The problem
Using the data below, return every line that holds the word "Banjaran".

(Collected data)
-----
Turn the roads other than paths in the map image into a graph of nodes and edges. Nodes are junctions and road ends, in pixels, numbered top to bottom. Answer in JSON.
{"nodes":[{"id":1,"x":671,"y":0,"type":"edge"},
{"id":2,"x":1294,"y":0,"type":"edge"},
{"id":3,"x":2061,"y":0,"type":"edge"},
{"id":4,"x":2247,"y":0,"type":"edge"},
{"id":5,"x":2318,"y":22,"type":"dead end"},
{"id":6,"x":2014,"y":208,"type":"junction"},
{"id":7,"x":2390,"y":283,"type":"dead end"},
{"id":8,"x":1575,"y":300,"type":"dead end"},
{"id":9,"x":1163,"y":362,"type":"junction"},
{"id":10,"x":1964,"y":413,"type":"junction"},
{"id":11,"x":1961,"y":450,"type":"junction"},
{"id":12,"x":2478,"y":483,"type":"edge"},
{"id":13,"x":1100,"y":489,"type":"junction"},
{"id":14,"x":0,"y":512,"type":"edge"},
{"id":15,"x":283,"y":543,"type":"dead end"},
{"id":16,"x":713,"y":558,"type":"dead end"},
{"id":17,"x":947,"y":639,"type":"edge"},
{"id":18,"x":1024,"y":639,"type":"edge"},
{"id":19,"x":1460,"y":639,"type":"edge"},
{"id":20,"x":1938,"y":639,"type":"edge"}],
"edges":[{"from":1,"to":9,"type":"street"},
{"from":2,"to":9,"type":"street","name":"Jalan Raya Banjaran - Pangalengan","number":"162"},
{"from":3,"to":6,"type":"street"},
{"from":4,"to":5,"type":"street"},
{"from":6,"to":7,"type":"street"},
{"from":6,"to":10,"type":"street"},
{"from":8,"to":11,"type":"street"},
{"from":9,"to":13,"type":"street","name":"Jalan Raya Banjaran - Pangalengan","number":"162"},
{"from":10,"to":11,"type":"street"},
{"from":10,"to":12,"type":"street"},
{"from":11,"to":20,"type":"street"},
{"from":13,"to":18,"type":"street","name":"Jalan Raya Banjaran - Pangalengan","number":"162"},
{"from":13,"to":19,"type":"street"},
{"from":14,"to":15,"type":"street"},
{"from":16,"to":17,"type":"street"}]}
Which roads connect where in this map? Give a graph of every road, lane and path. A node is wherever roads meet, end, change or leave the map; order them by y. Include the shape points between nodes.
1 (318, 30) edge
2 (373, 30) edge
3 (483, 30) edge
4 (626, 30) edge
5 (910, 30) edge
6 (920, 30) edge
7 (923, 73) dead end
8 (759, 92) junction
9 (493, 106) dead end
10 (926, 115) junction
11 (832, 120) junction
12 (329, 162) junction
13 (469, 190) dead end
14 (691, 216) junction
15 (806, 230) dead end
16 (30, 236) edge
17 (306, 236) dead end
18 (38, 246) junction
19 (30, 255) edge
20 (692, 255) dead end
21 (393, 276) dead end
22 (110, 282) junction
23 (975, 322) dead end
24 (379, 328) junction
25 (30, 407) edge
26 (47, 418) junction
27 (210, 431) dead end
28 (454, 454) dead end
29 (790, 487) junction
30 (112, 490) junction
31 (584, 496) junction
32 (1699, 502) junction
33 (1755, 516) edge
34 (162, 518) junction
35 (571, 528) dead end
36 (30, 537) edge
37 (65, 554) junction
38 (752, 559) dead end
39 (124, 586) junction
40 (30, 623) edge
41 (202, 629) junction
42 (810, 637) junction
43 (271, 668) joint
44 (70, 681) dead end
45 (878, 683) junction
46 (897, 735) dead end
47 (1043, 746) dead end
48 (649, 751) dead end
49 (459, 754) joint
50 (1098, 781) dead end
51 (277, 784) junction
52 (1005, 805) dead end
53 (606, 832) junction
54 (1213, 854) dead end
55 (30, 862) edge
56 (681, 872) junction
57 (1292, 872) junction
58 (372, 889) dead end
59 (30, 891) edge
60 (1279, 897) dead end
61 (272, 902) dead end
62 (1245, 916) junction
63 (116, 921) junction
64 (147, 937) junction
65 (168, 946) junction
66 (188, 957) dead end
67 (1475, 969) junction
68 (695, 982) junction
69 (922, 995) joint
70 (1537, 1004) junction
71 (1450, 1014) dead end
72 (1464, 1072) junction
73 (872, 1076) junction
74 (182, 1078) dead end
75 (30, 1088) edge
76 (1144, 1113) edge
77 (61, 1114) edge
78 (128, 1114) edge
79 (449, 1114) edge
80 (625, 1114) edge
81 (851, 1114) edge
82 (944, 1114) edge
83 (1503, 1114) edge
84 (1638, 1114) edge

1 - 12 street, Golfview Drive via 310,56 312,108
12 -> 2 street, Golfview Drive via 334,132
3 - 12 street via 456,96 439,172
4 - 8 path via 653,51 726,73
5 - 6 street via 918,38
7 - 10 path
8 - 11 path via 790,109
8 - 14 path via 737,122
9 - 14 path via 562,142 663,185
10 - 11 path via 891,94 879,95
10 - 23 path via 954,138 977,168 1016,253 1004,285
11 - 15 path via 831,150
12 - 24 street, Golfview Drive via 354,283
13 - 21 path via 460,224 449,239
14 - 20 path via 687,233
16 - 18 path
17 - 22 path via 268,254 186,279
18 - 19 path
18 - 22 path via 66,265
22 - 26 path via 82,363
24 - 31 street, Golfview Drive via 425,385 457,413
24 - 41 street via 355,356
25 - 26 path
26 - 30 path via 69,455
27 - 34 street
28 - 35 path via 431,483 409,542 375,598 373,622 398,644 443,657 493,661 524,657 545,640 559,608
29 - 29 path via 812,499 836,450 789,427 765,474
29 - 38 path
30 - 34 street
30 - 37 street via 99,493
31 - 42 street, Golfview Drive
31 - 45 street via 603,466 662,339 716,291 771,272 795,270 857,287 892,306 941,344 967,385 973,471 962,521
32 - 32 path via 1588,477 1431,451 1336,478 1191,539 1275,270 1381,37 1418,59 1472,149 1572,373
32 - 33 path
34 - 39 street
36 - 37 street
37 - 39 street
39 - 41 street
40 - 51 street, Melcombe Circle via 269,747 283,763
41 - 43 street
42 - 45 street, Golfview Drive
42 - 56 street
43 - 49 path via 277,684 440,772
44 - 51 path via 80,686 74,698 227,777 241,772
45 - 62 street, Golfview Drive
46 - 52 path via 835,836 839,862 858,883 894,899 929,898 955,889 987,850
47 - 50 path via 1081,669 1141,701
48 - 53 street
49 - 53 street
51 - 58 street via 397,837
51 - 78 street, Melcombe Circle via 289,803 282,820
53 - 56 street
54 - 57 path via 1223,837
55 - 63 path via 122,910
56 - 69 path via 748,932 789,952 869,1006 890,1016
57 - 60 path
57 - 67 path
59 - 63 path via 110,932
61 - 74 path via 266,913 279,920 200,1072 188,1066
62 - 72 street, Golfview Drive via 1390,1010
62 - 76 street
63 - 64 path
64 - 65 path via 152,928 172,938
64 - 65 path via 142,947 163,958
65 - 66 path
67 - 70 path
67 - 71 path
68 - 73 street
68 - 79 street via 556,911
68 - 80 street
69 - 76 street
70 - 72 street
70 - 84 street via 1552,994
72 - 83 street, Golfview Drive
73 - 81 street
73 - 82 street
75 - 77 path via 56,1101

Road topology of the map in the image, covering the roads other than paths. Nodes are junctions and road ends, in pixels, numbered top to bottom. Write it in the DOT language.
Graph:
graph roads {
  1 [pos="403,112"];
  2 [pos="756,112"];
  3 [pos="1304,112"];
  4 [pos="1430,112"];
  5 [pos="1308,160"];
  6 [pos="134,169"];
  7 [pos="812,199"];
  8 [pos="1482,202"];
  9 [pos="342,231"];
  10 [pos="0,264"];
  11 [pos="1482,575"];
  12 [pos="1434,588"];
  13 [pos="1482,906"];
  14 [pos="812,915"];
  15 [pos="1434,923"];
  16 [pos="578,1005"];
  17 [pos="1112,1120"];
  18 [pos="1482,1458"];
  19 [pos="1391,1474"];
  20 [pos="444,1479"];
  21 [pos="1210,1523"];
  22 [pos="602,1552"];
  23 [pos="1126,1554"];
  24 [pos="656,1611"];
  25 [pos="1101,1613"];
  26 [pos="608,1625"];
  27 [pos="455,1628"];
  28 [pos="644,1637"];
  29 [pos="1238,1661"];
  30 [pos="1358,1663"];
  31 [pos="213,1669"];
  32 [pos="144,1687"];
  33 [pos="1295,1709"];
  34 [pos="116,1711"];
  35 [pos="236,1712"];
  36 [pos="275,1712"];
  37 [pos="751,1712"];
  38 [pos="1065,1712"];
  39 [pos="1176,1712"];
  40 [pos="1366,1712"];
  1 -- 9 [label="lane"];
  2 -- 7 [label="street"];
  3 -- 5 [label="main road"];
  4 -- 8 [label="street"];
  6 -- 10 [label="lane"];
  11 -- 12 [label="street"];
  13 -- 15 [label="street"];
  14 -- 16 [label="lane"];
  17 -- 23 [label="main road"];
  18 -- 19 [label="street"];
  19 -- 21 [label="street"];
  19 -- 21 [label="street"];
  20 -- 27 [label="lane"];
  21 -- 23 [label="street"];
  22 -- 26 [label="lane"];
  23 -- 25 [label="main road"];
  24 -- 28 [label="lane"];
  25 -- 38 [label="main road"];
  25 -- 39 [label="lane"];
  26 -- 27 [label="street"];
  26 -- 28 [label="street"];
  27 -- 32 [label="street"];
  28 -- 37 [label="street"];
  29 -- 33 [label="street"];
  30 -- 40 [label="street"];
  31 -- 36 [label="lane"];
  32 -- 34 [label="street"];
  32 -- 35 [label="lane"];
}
-----
Reply to the task
{"from":2,"to":9,"type":"street","name":"Jalan Raya Banjaran - Pangalengan","number":"162"},
{"from":9,"to":13,"type":"street","name":"Jalan Raya Banjaran - Pangalengan","number":"162"},
{"from":13,"to":18,"type":"street","name":"Jalan Raya Banjaran - Pangalengan","number":"162"},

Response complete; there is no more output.